====== RECORDS FOR THIS TASK
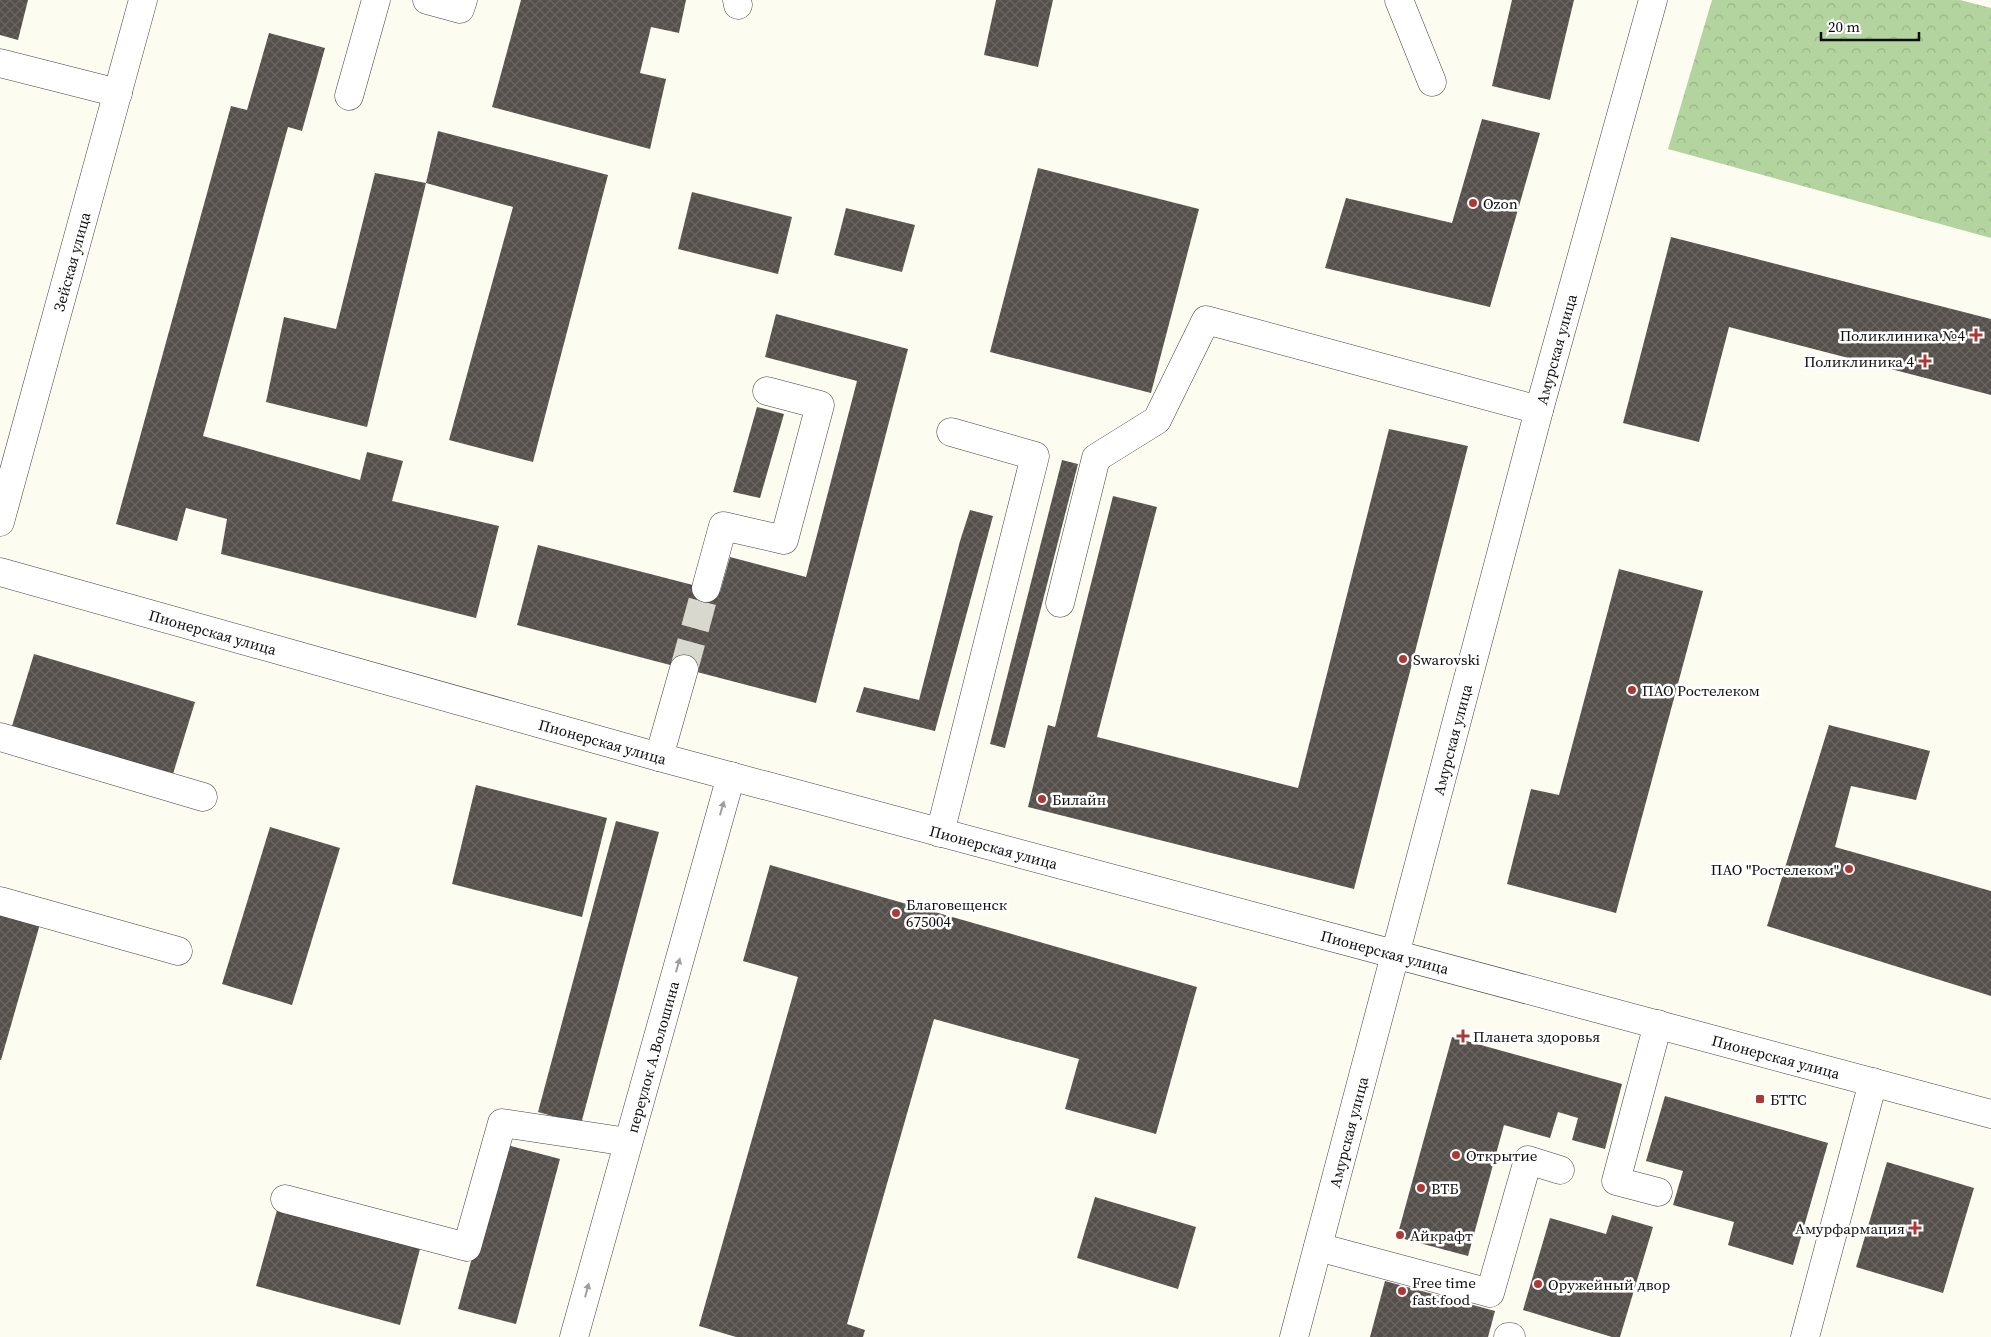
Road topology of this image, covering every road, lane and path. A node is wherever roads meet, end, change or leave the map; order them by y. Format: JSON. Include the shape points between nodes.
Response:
{"nodes":[{"id":1,"x":143,"y":0,"type":"edge"},
{"id":2,"x":376,"y":0,"type":"edge"},
{"id":3,"x":427,"y":0,"type":"edge"},
{"id":4,"x":463,"y":0,"type":"edge"},
{"id":5,"x":1399,"y":0,"type":"edge"},
{"id":6,"x":1653,"y":0,"type":"edge"},
{"id":7,"x":0,"y":63,"type":"edge"},
{"id":8,"x":1432,"y":82,"type":"dead end"},
{"id":9,"x":118,"y":93,"type":"junction"},
{"id":10,"x":350,"y":96,"type":"dead end"},
{"id":11,"x":767,"y":391,"type":"dead end"},
{"id":12,"x":1539,"y":410,"type":"junction"},
{"id":13,"x":951,"y":432,"type":"dead end"},
{"id":14,"x":0,"y":522,"type":"edge"},
{"id":15,"x":0,"y":572,"type":"edge"},
{"id":16,"x":706,"y":588,"type":"tunnel mouth"},
{"id":17,"x":1060,"y":603,"type":"dead end"},
{"id":18,"x":684,"y":669,"type":"tunnel mouth"},
{"id":19,"x":0,"y":737,"type":"edge"},
{"id":20,"x":659,"y":757,"type":"junction"},
{"id":21,"x":731,"y":776,"type":"junction"},
{"id":22,"x":203,"y":797,"type":"dead end"},
{"id":23,"x":940,"y":833,"type":"junction"},
{"id":24,"x":0,"y":901,"type":"edge"},
{"id":25,"x":178,"y":951,"type":"dead end"},
{"id":26,"x":1395,"y":955,"type":"junction"},
{"id":27,"x":1658,"y":1024,"type":"junction"},
{"id":28,"x":1873,"y":1082,"type":"junction"},
{"id":29,"x":1991,"y":1114,"type":"edge"},
{"id":30,"x":628,"y":1142,"type":"junction"},
{"id":31,"x":1560,"y":1170,"type":"dead end"},
{"id":32,"x":1658,"y":1192,"type":"dead end"},
{"id":33,"x":285,"y":1199,"type":"dead end"},
{"id":34,"x":1318,"y":1247,"type":"junction"},
{"id":35,"x":574,"y":1337,"type":"edge"},
{"id":36,"x":1294,"y":1337,"type":"edge"},
{"id":37,"x":1508,"y":1337,"type":"edge"},
{"id":38,"x":1512,"y":1337,"type":"edge"},
{"id":39,"x":1805,"y":1337,"type":"edge"}],
"edges":[{"from":1,"to":9,"type":"street","name":"Зейская улица"},
{"from":2,"to":10,"type":"street"},
{"from":3,"to":4,"type":"street","via":[[460,9]]},
{"from":5,"to":8,"type":"street"},
{"from":6,"to":12,"type":"street","name":"Амурская улица"},
{"from":7,"to":9,"type":"street"},
{"from":9,"to":14,"type":"street","name":"Зейская улица"},
{"from":11,"to":16,"type":"street","via":[[820,405],[784,540],[723,526]]},
{"from":12,"to":17,"type":"street","via":[[1206,320],[1157,420],[1096,458]]},
{"from":12,"to":26,"type":"street","name":"Амурская улица"},
{"from":13,"to":23,"type":"street","via":[[1035,456]]},
{"from":15,"to":20,"type":"street","name":"Пионерская улица"},
{"from":18,"to":20,"type":"street"},
{"from":19,"to":22,"type":"street"},
{"from":20,"to":21,"type":"street","name":"Пионерская улица"},
{"from":21,"to":23,"type":"street","name":"Пионерская улица"},
{"from":30,"to":21,"type":"street","name":"переулок А.Волошина","one_way":true},
{"from":23,"to":26,"type":"street","name":"Пионерская улица"},
{"from":24,"to":25,"type":"street"},
{"from":26,"to":27,"type":"street","name":"Пионерская улица"},
{"from":26,"to":34,"type":"street","name":"Амурская улица"},
{"from":27,"to":28,"type":"street","name":"Пионерская улица"},
{"from":27,"to":32,"type":"street","via":[[1616,1181]]},
{"from":28,"to":29,"type":"street","name":"Пионерская улица"},
{"from":28,"to":39,"type":"street"},
{"from":30,"to":33,"type":"street","via":[[502,1123],[467,1247]]},
{"from":35,"to":30,"type":"street","name":"переулок А.Волошина","one_way":true},
{"from":31,"to":34,"type":"street","via":[[1528,1160],[1490,1293]]},
{"from":34,"to":36,"type":"street","name":"Амурская улица"},
{"from":37,"to":38,"type":"street"}]}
============
Would you please set down the listing above exactly, minus its images?

Road topology of this image, covering every road, lane and path. A node is wherever roads meet, end, change or leave the map; order them by y. Format: JSON. Include the shape points between nodes.
Response:
{"nodes":[{"id":1,"x":143,"y":0,"type":"edge"},
{"id":2,"x":376,"y":0,"type":"edge"},
{"id":3,"x":427,"y":0,"type":"edge"},
{"id":4,"x":463,"y":0,"type":"edge"},
{"id":5,"x":1399,"y":0,"type":"edge"},
{"id":6,"x":1653,"y":0,"type":"edge"},
{"id":7,"x":0,"y":63,"type":"edge"},
{"id":8,"x":1432,"y":82,"type":"dead end"},
{"id":9,"x":118,"y":93,"type":"junction"},
{"id":10,"x":350,"y":96,"type":"dead end"},
{"id":11,"x":767,"y":391,"type":"dead end"},
{"id":12,"x":1539,"y":410,"type":"junction"},
{"id":13,"x":951,"y":432,"type":"dead end"},
{"id":14,"x":0,"y":522,"type":"edge"},
{"id":15,"x":0,"y":572,"type":"edge"},
{"id":16,"x":706,"y":588,"type":"tunnel mouth"},
{"id":17,"x":1060,"y":603,"type":"dead end"},
{"id":18,"x":684,"y":669,"type":"tunnel mouth"},
{"id":19,"x":0,"y":737,"type":"edge"},
{"id":20,"x":659,"y":757,"type":"junction"},
{"id":21,"x":731,"y":776,"type":"junction"},
{"id":22,"x":203,"y":797,"type":"dead end"},
{"id":23,"x":940,"y":833,"type":"junction"},
{"id":24,"x":0,"y":901,"type":"edge"},
{"id":25,"x":178,"y":951,"type":"dead end"},
{"id":26,"x":1395,"y":955,"type":"junction"},
{"id":27,"x":1658,"y":1024,"type":"junction"},
{"id":28,"x":1873,"y":1082,"type":"junction"},
{"id":29,"x":1991,"y":1114,"type":"edge"},
{"id":30,"x":628,"y":1142,"type":"junction"},
{"id":31,"x":1560,"y":1170,"type":"dead end"},
{"id":32,"x":1658,"y":1192,"type":"dead end"},
{"id":33,"x":285,"y":1199,"type":"dead end"},
{"id":34,"x":1318,"y":1247,"type":"junction"},
{"id":35,"x":574,"y":1337,"type":"edge"},
{"id":36,"x":1294,"y":1337,"type":"edge"},
{"id":37,"x":1508,"y":1337,"type":"edge"},
{"id":38,"x":1512,"y":1337,"type":"edge"},
{"id":39,"x":1805,"y":1337,"type":"edge"}],
"edges":[{"from":1,"to":9,"type":"street","name":"Зейская улица"},
{"from":2,"to":10,"type":"street"},
{"from":3,"to":4,"type":"street","via":[[460,9]]},
{"from":5,"to":8,"type":"street"},
{"from":6,"to":12,"type":"street","name":"Амурская улица"},
{"from":7,"to":9,"type":"street"},
{"from":9,"to":14,"type":"street","name":"Зейская улица"},
{"from":11,"to":16,"type":"street","via":[[820,405],[784,540],[723,526]]},
{"from":12,"to":17,"type":"street","via":[[1206,320],[1157,420],[1096,458]]},
{"from":12,"to":26,"type":"street","name":"Амурская улица"},
{"from":13,"to":23,"type":"street","via":[[1035,456]]},
{"from":15,"to":20,"type":"street","name":"Пионерская улица"},
{"from":18,"to":20,"type":"street"},
{"from":19,"to":22,"type":"street"},
{"from":20,"to":21,"type":"street","name":"Пионерская улица"},
{"from":21,"to":23,"type":"street","name":"Пионерская улица"},
{"from":30,"to":21,"type":"street","name":"переулок А.Волошина","one_way":true},
{"from":23,"to":26,"type":"street","name":"Пионерская улица"},
{"from":24,"to":25,"type":"street"},
{"from":26,"to":27,"type":"street","name":"Пионерская улица"},
{"from":26,"to":34,"type":"street","name":"Амурская улица"},
{"from":27,"to":28,"type":"street","name":"Пионерская улица"},
{"from":27,"to":32,"type":"street","via":[[1616,1181]]},
{"from":28,"to":29,"type":"street","name":"Пионерская улица"},
{"from":28,"to":39,"type":"street"},
{"from":30,"to":33,"type":"street","via":[[502,1123],[467,1247]]},
{"from":35,"to":30,"type":"street","name":"переулок А.Волошина","one_way":true},
{"from":31,"to":34,"type":"street","via":[[1528,1160],[1490,1293]]},
{"from":34,"to":36,"type":"street","name":"Амурская улица"},
{"from":37,"to":38,"type":"street"}]}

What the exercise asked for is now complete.